Consensus expectations from economists surveyed by Bloomberg was for an increase of 10,000 jobs.
“What went up has yet to come down in the case of Canadian employment,” Royce Mendes, managing director and head of macro strategy at Desjardins, said in a client note.
“The data shouldn’t come as a complete surprise given that large increases in the Labour Force Survey are typically followed by at least one more month of solid hiring.”
The Feb. headline number comes after a cumulative 219,000 positions were added in the previous two months.

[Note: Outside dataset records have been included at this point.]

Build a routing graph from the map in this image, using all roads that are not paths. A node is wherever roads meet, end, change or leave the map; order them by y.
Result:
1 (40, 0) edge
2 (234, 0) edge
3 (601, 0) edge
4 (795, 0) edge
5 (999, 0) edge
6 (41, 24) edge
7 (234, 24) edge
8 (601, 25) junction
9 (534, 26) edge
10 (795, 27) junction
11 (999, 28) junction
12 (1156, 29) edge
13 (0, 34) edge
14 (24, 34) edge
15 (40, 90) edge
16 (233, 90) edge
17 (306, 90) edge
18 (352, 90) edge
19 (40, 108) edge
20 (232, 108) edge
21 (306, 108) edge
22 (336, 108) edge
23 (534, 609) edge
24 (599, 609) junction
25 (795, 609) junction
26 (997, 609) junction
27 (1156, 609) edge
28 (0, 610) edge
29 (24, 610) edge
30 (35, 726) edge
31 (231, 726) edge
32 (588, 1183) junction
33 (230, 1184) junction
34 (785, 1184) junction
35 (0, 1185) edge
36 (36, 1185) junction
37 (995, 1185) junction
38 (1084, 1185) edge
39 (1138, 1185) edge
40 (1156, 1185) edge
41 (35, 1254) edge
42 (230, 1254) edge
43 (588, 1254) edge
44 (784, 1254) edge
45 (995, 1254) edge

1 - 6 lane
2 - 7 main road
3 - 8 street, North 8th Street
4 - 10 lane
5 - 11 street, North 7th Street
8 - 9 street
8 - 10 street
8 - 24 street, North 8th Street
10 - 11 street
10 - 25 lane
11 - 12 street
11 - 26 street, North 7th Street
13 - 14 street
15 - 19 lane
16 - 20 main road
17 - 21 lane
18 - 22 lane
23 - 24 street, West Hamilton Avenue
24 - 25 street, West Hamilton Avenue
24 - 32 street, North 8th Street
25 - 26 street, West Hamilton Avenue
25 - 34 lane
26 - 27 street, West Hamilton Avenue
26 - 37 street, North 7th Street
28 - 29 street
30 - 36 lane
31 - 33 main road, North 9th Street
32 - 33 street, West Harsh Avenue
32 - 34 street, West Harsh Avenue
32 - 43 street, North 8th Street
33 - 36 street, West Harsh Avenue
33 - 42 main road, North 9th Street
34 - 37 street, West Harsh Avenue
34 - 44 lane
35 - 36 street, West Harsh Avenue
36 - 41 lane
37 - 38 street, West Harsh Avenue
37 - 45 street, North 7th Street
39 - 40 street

The Bank of Canada will continue to stress that it may still need to raise interest rates furtherStephen Brown, Capital Economics
The growth was driven by full-time work, and the health care, public administration and utilities sectors saw the biggest gains.
The unemployment rate remained unchanged at 5.0 per cent, near the record low reached last summer.
Wages jump after two months of easing
Average wage growth reaccelerated to 5.4 per cent year-over-year, after spending two months below the five per cent mark.
The increase in wages adds to evidence “that the labour market is not following the Bank of Canada’s plan for the economy,” Mendes said.
The labour market has been resilient to the Bank of Canada’s ratcheting up of interest rates, and one of the main reasons it has left the door open to more rate hikes if necessary.
“With the low unemployment rate putting upward pressure on wage growth, the Bank of Canada will continue to stress that it may still need to raise interest rates further,” Stephen Brown, deputy chief North America economist at Capital Economics, said in a note.
The central bank paused its tightening campaign this week to assess the impact of higher borrowing costs, saying it expects the job market to weaken in the coming months.
“With weak economic growth for the next couple of quarters, pressures in product and labour markets are expected to ease,” Bank of Canada governor Tiff Macklem said in a written release of its latest interest rate decision Wednesday.
“This should moderate wage growth and also increase competitive pressures, making it more difficult for businesses to pass on higher costs to consumers.”
Despite the February report though, not all economists are convinced another rate hike is on the horizon in Canada.
“The still historically low unemployment rate and strong wage growth will keep the Bank of Canada leaving the door open to future rate hikes, although we still don't think the data will be strong enough for policymakers to actually walk through that door,” Andrew Grantham, senior economist at CIBC Capital Markets, says.